Sunday, 28 May 2017

Garden year ticks...

Nothing rare in the greater scheme of things, but Painted Ladies - particularly mint-fresh ones like that which graced the front garden this afternoon - are always welcome. Carrion Crows, likewise, are not common here on the Heath, so two in our garden today was impressive, especially since they were part of a swarm of corvids that included Rooks, Jackdaws. Magpies and Jays!

Yesterday's Buzzard returned, immediately recognisable by its symmetrical moult.



Saturday, 27 May 2017

Mammatus clouds

These beauties passed over the Heath while I was mowing the lawn today: amazingly, despite hanging down from an enormous cumulo-nimbus, they only dropped a tiny bit of rain. I assume someone, somewhere got the benefit!

Friday, 26 May 2017

Strumpshaw Fen: hotter than St Tropez!

Always worth a look round the Fen, especially if you can arrive before 7.30: that's particularly true at the moment, given that birds seem just as uncomfortable with the sudden high temperatures as we are!

This morning an early start provided good views of Cuckoo, Marsh Harrier and Hobby, while Garden Warblers, Blackcaps, Willow Warblers, Cetti's and Chiffchaffs were still in good voice! Lots of interesting insects, including this smart longhorn beetle and several species of dragon and damselfly. No Swallowtails while I was there: I think the low numbers of caterpillars last year may have resulted in a poor hatch of these splendid butterflies...

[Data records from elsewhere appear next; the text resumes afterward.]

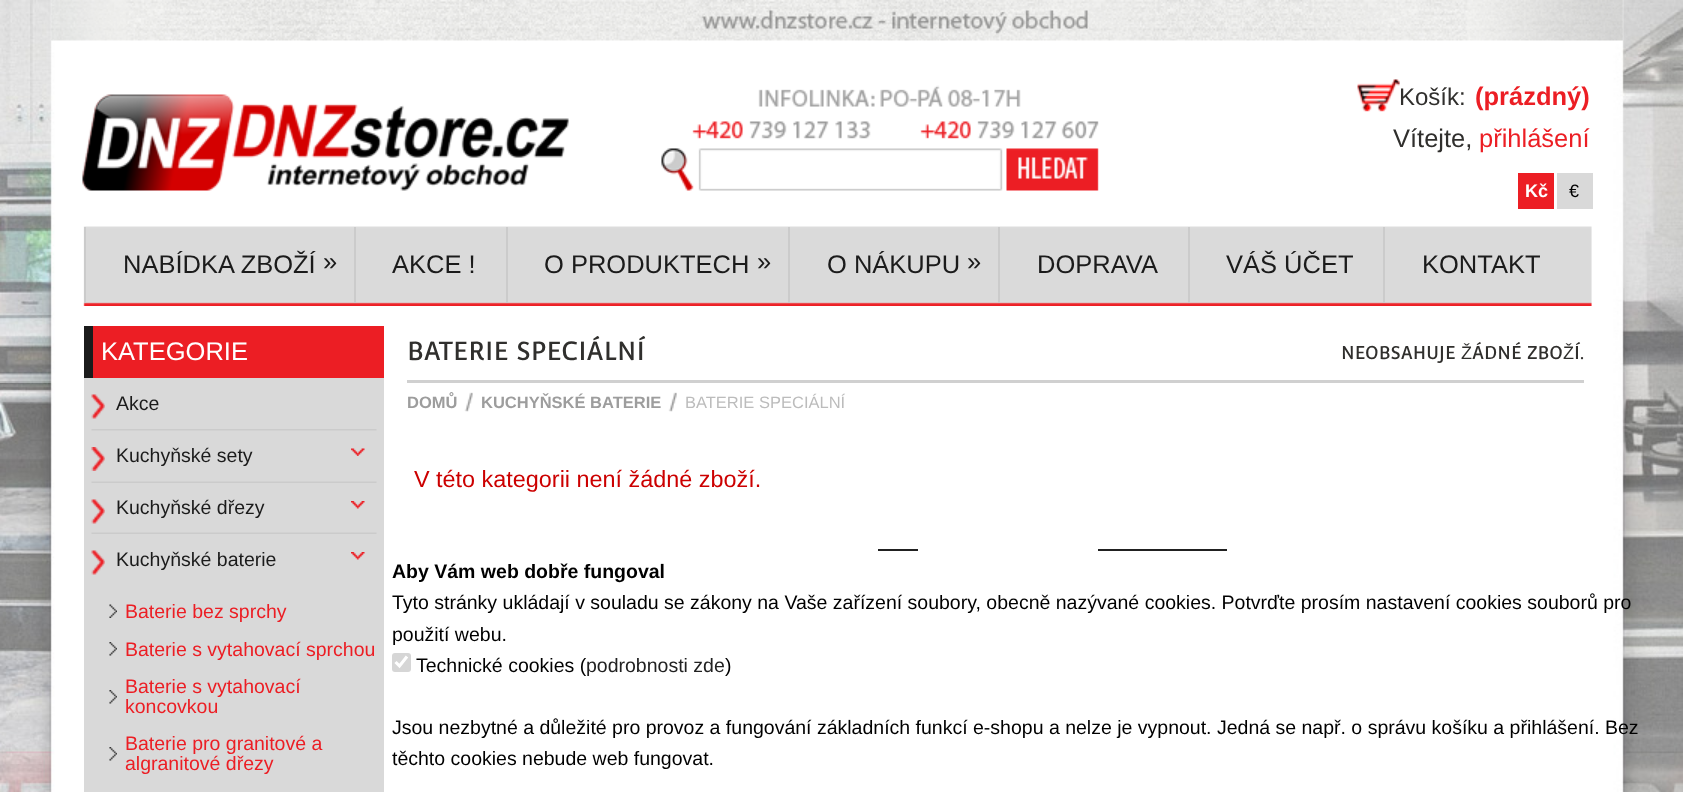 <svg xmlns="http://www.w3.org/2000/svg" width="1683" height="792">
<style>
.a{font:24px Liberation Sans;fill:#302f2d}
.b{font:bold 25.5px Liberation Sans;fill:#ec1e24}
.c{font:25.5px Liberation Sans;fill:#302f2d}
.d{font:25.5px Liberation Sans;fill:#ec1e24}
.e{font:bold 18px Liberation Sans;fill:#fff}
.f{font:18px Liberation Sans;fill:#000}
.g{font:25.5px Liberation Sans;fill:#1b1b1b}
.h{font:25.5px Liberation Sans;fill:#fff}
.i{font:19.5px Liberation Sans;fill:#1b1b1b}
.j{font:19.5px Liberation Sans;fill:#ec1e24}
.k{font:25.5px Convergence;fill:#302f2d}
.l{font:18px Convergence;fill:#302f2d}
.m{font:18px Liberation Sans;fill:#302f2d}
.n{font:bold 16.5px Liberation Sans;fill:#9d9d9d}
.o{font:16.5px Liberation Sans;fill:#bcbcbc}
.p{font:23.4px Liberation Sans;fill:#c00}
.q{font:bold 19.5px Liberation Sans;fill:#000}
.r{font:19.5px Liberation Sans;fill:#000}
.s{font:19.5px Liberation Sans;fill:#212121}
</style>
<rect width="100%" height="100%" fill="#fff"/>
<image href="1.png" x="0" y="0" width="1683" height="792"/>
<image href="2.png" x="51" y="0" width="1572" height="306"/>
<image href="3.png" x="1357" y="79" width="43" height="33"/>
<path fill="#ec1e24" d="M1518 173h36v36H1518z"/>
<path fill="#d9d9d9" d="M1557 173h36v36H1557z"/>
<path fill="#cbcbcb" d="M84 227h2v76H84z"/>
<path fill="#cbcbcb" d="M354 227h2v76H354z"/>
<path fill="#cbcbcb" d="M506 227h2v76H506z"/>
<path fill="#cbcbcb" d="M788 227h2v76H788z"/>
<path fill="#cbcbcb" d="M998 227h2v76H998z"/>
<path fill="#cbcbcb" d="M1188 227h2v76H1188z"/>
<path fill="#cbcbcb" d="M1383 227h2v76H1383z"/>
<path fill="#d9d9d9" d="M84 378h300v414H84z"/>
<path fill="#ec1e24" d="M93 326h291v52H93z"/>
<path fill="#1b1b1b" d="M84 326h9v52H84z"/>
<image href="4.png" x="91" y="429" width="286" height="2"/>
<image href="5.png" x="91" y="394" width="14" height="25"/>
<image href="6.png" x="91" y="481" width="286" height="2"/>
<image href="7.png" x="91" y="447" width="14" height="24"/>
<image href="8.png" x="351" y="448" width="14" height="8"/>
<image href="6.png" x="91" y="532" width="286" height="2"/>
<image href="5.png" x="91" y="499" width="14" height="25"/>
<image href="9.png" x="351" y="501" width="14" height="8"/>
<image href="5.png" x="91" y="550" width="14" height="25"/>
<image href="9.png" x="351" y="552" width="14" height="8"/>
<image href="10.png" x="109" y="604" width="8" height="14"/>
<image href="11.png" x="109" y="642" width="8" height="14"/>
<image href="11.png" x="109" y="690" width="8" height="14"/>
<image href="11.png" x="109" y="747" width="8" height="14"/>
<path fill="#d0d0d0" d="M407 380h1177v3H407z"/>
<image href="12.png" x="464" y="392" width="9" height="20"/>
<image href="13.png" x="668" y="392" width="9" height="20"/>
<path fill="#212121" d="M878 549h40v2H878z"/>
<path fill="#212121" d="M1098 549h129v2H1098z"/>
<rect fill="#d6d6d6" x="392" y="653" width="19" height="19" rx="3"/>
<path fill="none" stroke="#fff" stroke-width="3.1" d="M395.5 662l4 4l7.5-9.5"/>
<text class="a" x="1399" y="105">Košík:</text>
<text class="b" x="1475" y="105">(prázdný)</text>
<text class="c" x="1393" y="147">Vítejte,</text>
<text class="d" x="1479" y="147">přihlášení</text>
<text class="e" x="1525" y="197">Kč</text>
<text class="f" x="1569" y="197">€</text>
<text class="g" x="123" y="273">NABÍDKA ZBOŽÍ</text>
<text class="g" x="323" y="270">»</text>
<text class="g" x="392" y="273">AKCE !</text>
<text class="g" x="544" y="273">O PRODUKTECH</text>
<text class="g" x="757" y="270">»</text>
<text class="g" x="827" y="273">O NÁKUPU</text>
<text class="g" x="967" y="270">»</text>
<text class="g" x="1037" y="273">DOPRAVA</text>
<text class="g" x="1226" y="273">VÁŠ ÚČET</text>
<text class="g" x="1422" y="273">KONTAKT</text>
<text class="h" x="101" y="360">KATEGORIE</text>
<text class="i" x="116" y="410">Akce</text>
<text class="i" x="116" y="462">Kuchyňské sety</text>
<text class="i" x="116" y="514">Kuchyňské dřezy</text>
<text class="i" x="116" y="566">Kuchyňské baterie</text>
<text class="j" x="125" y="618">Baterie bez sprchy</text>
<text class="j" x="125" y="656">Baterie s vytahovací sprchou</text>
<text class="j" x="125" y="693">Baterie s vytahovací</text>
<text class="j" x="125" y="713">koncovkou</text>
<text class="j" x="125" y="750">Baterie pro granitové a</text>
<text class="j" x="125" y="770">algranitové dřezy</text>
<text class="k" x="407" y="360">BATERIE SPECIÁLNÍ</text>
<text class="l" x="1341" y="359">NEOBSAHUJE</text>
<text class="m" x="1461" y="359">Ž</text>
<text class="l" x="1472" y="359">ÁDNÉ ZBO</text>
<text class="m" x="1563" y="359">Ž</text>
<text class="l" x="1574" y="359">Í.</text>
<text class="n" x="407" y="408">DOMŮ</text>
<text class="n" x="481" y="408">KUCHYŇSKÉ BATERIE</text>
<text class="o" x="685" y="408">BATERIE SPECIÁLNÍ</text>
<text class="p" x="414" y="487">V této kategorii není žádné zboží.</text>
<text class="q" x="392" y="578">Aby Vám web dobře fungoval</text>
<text class="r" x="392" y="609">Tyto stránky ukládají v souladu se zákony na Vaše zařízení soubory, obecně nazývané cookies. Potvrďte prosím nastavení cookies souborů pro</text>
<text class="r" x="392" y="641">použití webu.</text>
<text class="r" x="416" y="672">Technické cookies (</text>
<text class="s" x="586" y="672">podrobnosti zde</text>
<text class="r" x="725" y="672">)</text>
<text class="r" x="392" y="734">Jsou nezbytné a důležité pro provoz a fungování základních funkcí e-shopu a nelze je vypnout. Jedná se např. o správu košíku a přihlášení. Bez</text>
<text class="r" x="392" y="765">těchto cookies nebude web fungovat.</text>
</svg>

By the way: worth mentioning that birds appreciate you providing water more than they do food when it's hot: we have a pond, a splash pool and two bird-baths, all of which are receiving steady custom at the moment! Having said which, this greedy juvenile Starling took some extricating from the feeder: I'm pleased to report he flew off none the worse for wear!


Thursday, 25 May 2017

Yellow Wagtails at Blofield Heath!

I've walked dozens of miles this spring and visited every regular site looking for a Yellow Wagtail to photograph. Today my Big Bro' came up from Kent to join me for a run round the Yare Valley resorts: Yellow Wag was very much on the agenda!

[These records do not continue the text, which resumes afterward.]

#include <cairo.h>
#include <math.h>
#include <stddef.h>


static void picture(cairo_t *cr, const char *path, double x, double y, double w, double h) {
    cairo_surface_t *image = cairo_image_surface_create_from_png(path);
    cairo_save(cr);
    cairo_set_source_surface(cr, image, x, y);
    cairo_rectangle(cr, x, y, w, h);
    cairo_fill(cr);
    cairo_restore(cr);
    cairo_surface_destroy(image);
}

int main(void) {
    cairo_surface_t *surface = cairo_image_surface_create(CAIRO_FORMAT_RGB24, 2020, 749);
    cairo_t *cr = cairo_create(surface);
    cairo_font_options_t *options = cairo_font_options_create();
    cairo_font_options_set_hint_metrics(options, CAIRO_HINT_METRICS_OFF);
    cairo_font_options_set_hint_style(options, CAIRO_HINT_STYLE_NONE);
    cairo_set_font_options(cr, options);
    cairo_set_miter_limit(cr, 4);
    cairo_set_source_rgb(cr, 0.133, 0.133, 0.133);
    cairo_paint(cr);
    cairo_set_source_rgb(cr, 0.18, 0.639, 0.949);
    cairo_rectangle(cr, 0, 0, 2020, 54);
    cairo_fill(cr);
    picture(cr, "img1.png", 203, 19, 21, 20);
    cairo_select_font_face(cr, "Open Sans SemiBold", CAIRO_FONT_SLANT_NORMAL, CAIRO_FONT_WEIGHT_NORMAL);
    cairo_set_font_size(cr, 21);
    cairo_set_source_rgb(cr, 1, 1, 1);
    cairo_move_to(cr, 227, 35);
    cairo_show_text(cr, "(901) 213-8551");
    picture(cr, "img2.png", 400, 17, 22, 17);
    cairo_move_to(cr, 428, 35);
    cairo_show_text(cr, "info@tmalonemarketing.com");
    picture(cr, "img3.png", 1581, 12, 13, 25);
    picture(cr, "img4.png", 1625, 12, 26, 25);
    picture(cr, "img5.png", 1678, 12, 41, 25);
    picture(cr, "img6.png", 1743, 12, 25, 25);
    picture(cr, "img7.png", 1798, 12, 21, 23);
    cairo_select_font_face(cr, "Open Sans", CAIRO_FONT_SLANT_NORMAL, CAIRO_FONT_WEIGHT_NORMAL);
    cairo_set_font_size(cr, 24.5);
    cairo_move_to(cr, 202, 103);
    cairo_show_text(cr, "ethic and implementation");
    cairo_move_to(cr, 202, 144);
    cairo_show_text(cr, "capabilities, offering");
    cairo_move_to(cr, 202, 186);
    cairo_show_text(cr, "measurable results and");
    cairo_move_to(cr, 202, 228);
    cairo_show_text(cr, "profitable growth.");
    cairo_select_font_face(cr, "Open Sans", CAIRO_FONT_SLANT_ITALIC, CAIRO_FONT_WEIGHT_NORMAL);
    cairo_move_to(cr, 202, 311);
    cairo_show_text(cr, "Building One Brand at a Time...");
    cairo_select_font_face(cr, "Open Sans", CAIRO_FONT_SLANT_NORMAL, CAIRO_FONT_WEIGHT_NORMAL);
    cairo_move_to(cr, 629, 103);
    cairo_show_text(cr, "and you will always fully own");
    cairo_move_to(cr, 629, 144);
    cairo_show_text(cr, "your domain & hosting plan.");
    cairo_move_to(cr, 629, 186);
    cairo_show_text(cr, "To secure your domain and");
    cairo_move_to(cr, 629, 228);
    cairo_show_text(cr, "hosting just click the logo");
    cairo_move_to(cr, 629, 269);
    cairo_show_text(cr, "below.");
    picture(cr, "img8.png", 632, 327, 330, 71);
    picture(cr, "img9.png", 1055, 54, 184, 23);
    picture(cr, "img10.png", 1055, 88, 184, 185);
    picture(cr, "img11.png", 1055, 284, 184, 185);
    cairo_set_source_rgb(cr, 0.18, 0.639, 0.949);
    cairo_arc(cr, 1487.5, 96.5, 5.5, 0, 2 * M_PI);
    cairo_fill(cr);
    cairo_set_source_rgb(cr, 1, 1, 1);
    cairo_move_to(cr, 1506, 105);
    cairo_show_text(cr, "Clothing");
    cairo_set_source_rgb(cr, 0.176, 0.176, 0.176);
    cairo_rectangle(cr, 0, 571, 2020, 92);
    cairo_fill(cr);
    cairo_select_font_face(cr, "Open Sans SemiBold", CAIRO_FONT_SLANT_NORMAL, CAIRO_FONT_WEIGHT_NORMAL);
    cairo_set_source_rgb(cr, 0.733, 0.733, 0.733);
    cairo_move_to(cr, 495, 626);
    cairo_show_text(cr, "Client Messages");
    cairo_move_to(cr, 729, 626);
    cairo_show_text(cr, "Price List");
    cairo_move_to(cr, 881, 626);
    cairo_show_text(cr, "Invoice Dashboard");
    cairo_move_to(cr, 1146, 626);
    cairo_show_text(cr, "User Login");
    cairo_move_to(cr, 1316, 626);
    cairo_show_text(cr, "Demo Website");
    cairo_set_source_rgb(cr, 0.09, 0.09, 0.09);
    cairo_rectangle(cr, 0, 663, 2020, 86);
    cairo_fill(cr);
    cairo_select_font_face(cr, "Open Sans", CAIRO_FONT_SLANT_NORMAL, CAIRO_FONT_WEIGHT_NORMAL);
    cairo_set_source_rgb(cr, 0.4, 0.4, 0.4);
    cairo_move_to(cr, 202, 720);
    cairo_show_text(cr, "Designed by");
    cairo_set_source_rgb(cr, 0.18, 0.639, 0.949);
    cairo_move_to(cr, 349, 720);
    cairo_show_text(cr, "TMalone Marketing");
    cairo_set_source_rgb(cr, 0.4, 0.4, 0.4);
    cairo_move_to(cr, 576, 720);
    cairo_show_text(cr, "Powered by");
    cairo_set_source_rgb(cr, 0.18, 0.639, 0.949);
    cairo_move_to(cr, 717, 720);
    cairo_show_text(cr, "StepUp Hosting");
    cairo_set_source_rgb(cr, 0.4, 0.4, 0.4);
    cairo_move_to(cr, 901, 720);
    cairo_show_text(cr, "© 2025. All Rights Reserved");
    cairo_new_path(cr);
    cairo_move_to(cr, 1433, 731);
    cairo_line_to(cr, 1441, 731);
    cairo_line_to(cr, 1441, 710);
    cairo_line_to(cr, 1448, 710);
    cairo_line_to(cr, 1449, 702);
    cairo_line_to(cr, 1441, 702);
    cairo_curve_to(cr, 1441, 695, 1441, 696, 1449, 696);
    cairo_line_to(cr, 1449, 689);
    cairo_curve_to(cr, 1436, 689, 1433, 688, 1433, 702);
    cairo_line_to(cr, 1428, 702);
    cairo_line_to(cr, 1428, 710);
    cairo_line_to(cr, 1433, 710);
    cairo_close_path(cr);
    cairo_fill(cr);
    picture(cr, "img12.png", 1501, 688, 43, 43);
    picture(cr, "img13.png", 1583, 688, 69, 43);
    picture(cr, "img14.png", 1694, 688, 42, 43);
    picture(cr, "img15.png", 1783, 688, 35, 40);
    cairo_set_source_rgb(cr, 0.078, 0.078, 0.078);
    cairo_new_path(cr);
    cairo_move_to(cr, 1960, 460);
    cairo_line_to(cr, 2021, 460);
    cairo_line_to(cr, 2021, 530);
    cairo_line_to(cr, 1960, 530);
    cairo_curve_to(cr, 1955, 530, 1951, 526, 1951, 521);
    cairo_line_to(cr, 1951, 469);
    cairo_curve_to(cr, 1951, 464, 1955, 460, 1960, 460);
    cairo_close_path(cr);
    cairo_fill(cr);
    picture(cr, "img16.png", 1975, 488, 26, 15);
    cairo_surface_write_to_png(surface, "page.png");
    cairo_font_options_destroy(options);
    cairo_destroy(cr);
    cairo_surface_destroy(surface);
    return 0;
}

First port of call was Cantley: like everywhere else in the Valley at the moment there was  far too much water for any waders and there were hardly any ducks or gulls either. The two most interesting birds were a Red Kite dozing on a distant windpump and one of the Peregrines sitting on its nest atop the silo elevator. A Hot Cross Bun was steaming on one of the paths!

A move northwards produced the lovely sound of two - possibly three - Turtle Doves purring away at a traditional site, but we never got a glimpse!

Last stop was Strumpshaw, where the only subjects we found  at which to point a camera were the clump of Twayblade Orchids. It looked as if Rob's visit was destined to be a little unproductive, but at the eleventh hour a pair of Yellow Wagtails dropped onto the road in front of us! Within a mile of the front door, these beautiful sprites flirted with what little traffic uses the road before flying off into the wheatfields.

Wednesday, 24 May 2017

Leucistic Pochard and other goodies at Cley

It's that time of year again: if anything new turns up, it's likely to be something extra special: that didn't happen today! However, Brian, Norman and I had a morning at Cley and enjoyed the sunshine, the craik and the cheese scones! The birds weren't bad, either!

The walk out to the sea along the East Bank produced a few family groups of Bearded Tits (around 20 in total) including some amusing youngsters: Reed and Sedge Warblers were fairly showy, as were the several Little Egrets and Marsh Harriers. Most interesting find was an amazing leucistic Pochard that shared its pool with four or five more orthodox birds!

Several times we bumped into local artist Rachel Lockwood: her on-the-spot sketches were beautiful! She pointed out a group of three Hares chasing each other along the shingle ridge - by the time we reached the sea, they were quite distant but actually on the beach!

Sandwich, Common and Little Terns were passing by, as were a few distant Gannets, Fulmars and Kittiwakes...
After coffee we moved on to Kelling Quags: lots of Butterflies, including Green-veined White, Orange Tip and Gatekeeper, but no Yellow Wagtails - just a few Whitethroats.